8 Money Blocks I've Identified In The Last 10 Days

Are you not making the kind of money you desire in your business?

You probably have money blocks!

What's a money block? Essentially, it's a mistaken belief that keeps you content with lack and struggle. It's the absence of belief in yourself or even a strong belief you're a failure. It's what your parents taught you about money or rich people.

Clearing your money blocks is crucial to your success.

I'm doing lots of work, both independently and with the help of my coach, to recognize my money blocks and clear the debris so that abundance has endless ways to pour into my life.

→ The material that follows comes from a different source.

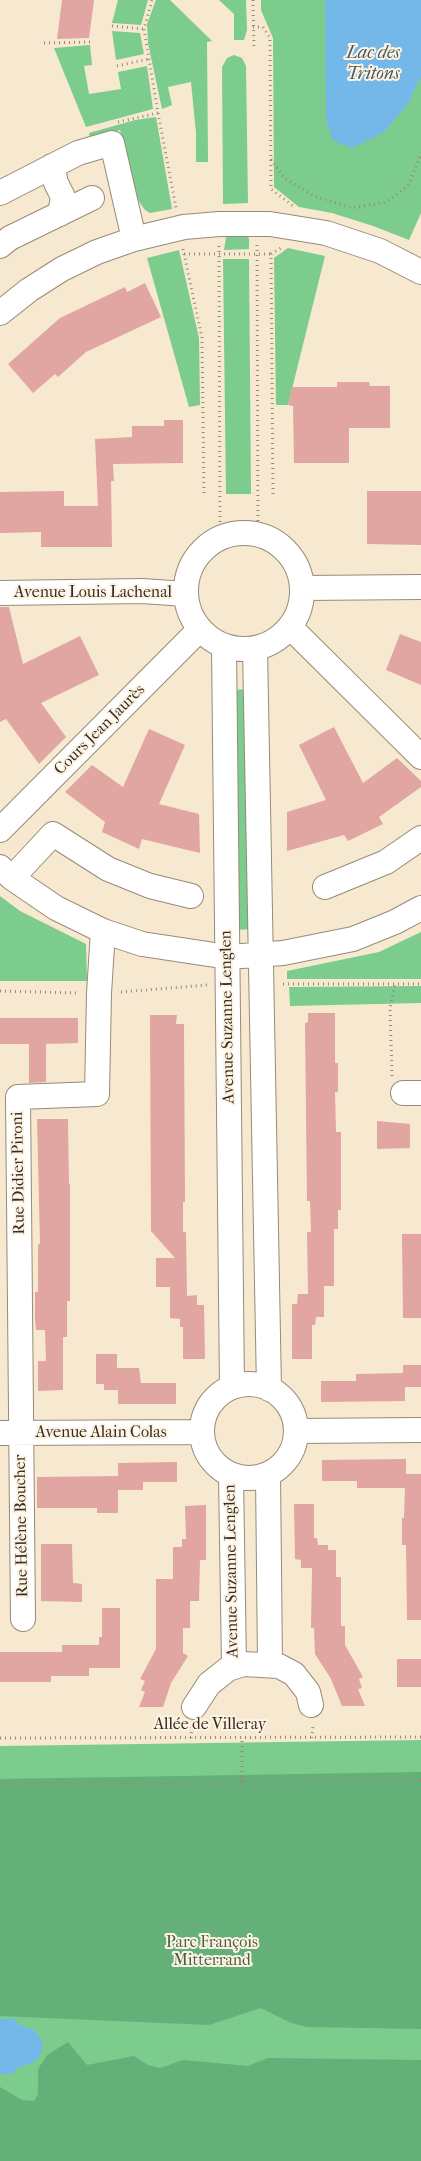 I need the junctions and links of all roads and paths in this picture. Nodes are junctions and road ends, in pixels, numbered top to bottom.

Here are some of the blocks that have come up for me over the past 10 days:

Block #1: Succeeding in business means proving wrong the people I love.

Success in my business means I'm proving those I love wrong for their long-held beliefs that a full-time job is the key to security and I fear the consequences of proving them "wrong." Many of my family and friends believe a full-time job working for someone else is the only way to be safe. They've seen me struggle with cycles of feast and famine, and always told me to get a job so I don't have to worry. Despite a deep, deep knowing that I would be (a) miserable and (b) really no better off financially with a job with an income ceiling, I've resisted. And yet, I've also struggled thanks to blocks like this.

Block #2: It is wrong for me to shine.

Outshining my mother. This is one that comes up often for people: the fear of outshining someone. I still live with the issues created for me by the narcissism and jealousy of the woman who gave birth to me and later disowned me. My mother struggled deeply with the favoritism my father showed me. She tried to poison me against him at one point and when that didn't work, turned my sister against me. If I am successful I must deal with the fact that I'm "better" than my mother with money and, perhaps more insidiously, my success would be her "fault" because her job put me through college. (You can learn more about this by reading Gay Hendricks' book, The Big Leap.)

Block #3: If I don't spend my money on others, I'm a bitch.

I would be responsible for spending my money on things I don't want to. If I access great abundance as I do believe is everyone's birthright, I'd have to be a channel for abundance to flow to my loved ones who struggle with lack. They would think me a bitch if I didn't provide for them.

Block #4: I have to put up with people who annoy me to make money.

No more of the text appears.